Planning for “screen negative” results follow-up

  • Negative screening results should be documented in the chart. However, simply putting results in the chart means that the opportunity to catch patients at high risk for other hereditary cancer syndromes may be lost.
  • Having an active tracking mechanism or someone review basic information about patients with negative results can identify others for whom a genetics referral is appropriate. This improves quality of care and has resulted in the diagnosis of other hereditary cancer syndromes.
  • Some centers send a standardized result letter to all screen negative patients. (See implementation section).
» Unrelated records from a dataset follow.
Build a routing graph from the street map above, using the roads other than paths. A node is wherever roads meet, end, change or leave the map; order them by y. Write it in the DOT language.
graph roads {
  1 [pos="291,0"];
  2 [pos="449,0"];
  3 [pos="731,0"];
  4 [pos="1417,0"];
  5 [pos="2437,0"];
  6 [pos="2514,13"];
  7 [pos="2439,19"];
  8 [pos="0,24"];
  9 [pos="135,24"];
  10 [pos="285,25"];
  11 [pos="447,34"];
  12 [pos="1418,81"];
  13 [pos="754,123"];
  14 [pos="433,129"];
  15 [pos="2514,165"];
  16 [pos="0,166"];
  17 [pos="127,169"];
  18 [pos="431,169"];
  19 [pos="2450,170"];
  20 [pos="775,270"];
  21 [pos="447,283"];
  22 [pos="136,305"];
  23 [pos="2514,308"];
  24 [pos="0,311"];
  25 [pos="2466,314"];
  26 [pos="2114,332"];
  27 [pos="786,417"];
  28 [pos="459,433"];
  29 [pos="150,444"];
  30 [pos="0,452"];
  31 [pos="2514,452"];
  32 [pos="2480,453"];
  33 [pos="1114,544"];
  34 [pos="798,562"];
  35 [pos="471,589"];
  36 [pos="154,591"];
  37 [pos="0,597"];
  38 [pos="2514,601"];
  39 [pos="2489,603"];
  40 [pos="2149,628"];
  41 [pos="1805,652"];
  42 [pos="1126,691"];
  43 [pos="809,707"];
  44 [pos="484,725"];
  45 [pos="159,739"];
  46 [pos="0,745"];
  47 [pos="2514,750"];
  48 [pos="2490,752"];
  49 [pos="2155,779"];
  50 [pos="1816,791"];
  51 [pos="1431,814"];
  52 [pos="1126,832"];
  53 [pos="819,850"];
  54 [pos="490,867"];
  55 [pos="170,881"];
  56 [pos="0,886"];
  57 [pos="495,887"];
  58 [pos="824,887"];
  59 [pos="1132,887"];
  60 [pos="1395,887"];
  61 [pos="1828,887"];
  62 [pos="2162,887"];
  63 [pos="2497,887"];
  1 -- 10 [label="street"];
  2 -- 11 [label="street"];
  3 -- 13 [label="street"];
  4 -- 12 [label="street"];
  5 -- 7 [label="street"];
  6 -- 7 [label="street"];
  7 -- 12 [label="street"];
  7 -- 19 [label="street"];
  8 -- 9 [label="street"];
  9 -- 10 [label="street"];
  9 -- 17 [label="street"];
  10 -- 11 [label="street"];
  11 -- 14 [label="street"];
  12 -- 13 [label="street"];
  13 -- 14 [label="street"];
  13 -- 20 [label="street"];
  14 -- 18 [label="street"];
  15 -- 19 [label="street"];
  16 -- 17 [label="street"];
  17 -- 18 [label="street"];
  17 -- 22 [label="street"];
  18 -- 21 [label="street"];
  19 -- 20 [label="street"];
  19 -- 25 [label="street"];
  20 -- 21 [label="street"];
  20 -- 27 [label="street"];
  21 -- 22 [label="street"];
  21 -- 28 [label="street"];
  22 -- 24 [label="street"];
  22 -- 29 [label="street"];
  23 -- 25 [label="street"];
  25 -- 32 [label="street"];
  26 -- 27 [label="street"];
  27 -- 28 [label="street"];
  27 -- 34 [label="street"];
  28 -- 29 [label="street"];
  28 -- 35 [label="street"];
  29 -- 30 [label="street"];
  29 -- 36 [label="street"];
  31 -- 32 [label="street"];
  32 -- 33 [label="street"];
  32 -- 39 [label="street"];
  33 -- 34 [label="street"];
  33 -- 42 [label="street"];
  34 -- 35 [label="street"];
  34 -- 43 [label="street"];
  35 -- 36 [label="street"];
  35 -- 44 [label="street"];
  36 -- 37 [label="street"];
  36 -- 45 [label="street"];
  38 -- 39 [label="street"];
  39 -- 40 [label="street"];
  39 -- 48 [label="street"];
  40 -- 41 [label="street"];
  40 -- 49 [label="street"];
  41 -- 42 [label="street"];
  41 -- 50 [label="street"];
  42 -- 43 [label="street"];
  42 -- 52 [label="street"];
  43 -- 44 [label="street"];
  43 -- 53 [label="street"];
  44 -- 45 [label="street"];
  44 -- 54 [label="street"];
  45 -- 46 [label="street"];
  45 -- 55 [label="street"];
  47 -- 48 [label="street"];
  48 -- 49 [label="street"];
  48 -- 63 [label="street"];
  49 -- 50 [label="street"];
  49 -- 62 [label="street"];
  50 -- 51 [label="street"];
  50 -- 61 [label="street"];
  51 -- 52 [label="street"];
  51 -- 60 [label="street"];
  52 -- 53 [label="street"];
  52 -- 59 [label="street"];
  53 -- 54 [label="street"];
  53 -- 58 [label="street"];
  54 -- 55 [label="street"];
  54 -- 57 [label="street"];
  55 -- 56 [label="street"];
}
This is useful in case they are asked about this in the future and it also provides an opportunity to explain that there may be other causes of hereditary cancer and encourage the patient to talk with their physician and/or make an appointment if they have “red flags” that would suggest genetic counseling is indicated.
  • Rarely have institutions reported that physicians routinely mention negative results to the patient and review whether a genetics appointment is warranted for other reasons (e.g. polyposis, strong family history, multiple primaries, early age at diagnosis).

Executing the Plan

  • Regardless of how well you plan, it is unlikely that you can anticipate everything.
  • Most institutions we have talked to have altered their plans and this is to be expected.
  • Maintaining records on how the plan was executed including changes that are made (and on what dates) is critical when evaluating the outcomes.
  • It may also be useful to assess the timeliness of follow-up and results disclosure.

Reflecting and Evaluating to Ensure Quality

Importance of tracking

  • Several institutions are NOT routinely tracking what happens whether patients follow-up with germline genetic testing even though it is critical for ensuring or improving successful implementation.
  • Providing stakeholders with feedback (particularly when a patient is identified with Lynch syndrome) has helped others to promote ongoing support for the screening program and has helped to win over some individuals who were skeptical or hesitant to perform screening in the first place.
  • Although few negative outcomes have been reported thus far, tracking of any perceived negative outcomes is critical to making improvements or averting issues in the future.

Value of reflecting on the implementation process

  • By discussing what seems to work and what does not, several centers have developed ways to streamline or improve their process.
  • This should be done periodically, and whenever there are any changes in key personnel, challenges with patient follow-through, or any perceived negative outcomes.

Knowing if you are successful

  • In addition to patient follow-through with genetic counseling and germline testing, other implementation outcomes have been measured at several different institutions and this data is relatively easy to collect and compare with expected outcomes based on data from large centers that have been doing screening for years.
  • An excel spreadsheet has been created where you can track the number of screen positive patients you can expect, the number who will require counseling and germline testing (depending on your screening protocol), and the number of patients with Lynch syndrome who are expected to be identified. This can be used for quality control if the numbers are substantially different than expected. However, if volumes are low, numbers could differ from what is expected  simply due to chance. [NOTE: This excel spreadsheet can also be a useful tool to anticipate counseling volumes when preparing to start a screening program].

Dealing with challenges that may arise with tumor screening

A list of frequently asked questions for dealing with various challenges has been compiled.

Note: This guide was developed using the Consolidated Framework for Implementation Research (CFIR), review of the literature, and data from discussions with numerous stakeholders at organizations that have and have not implemented tumor screening.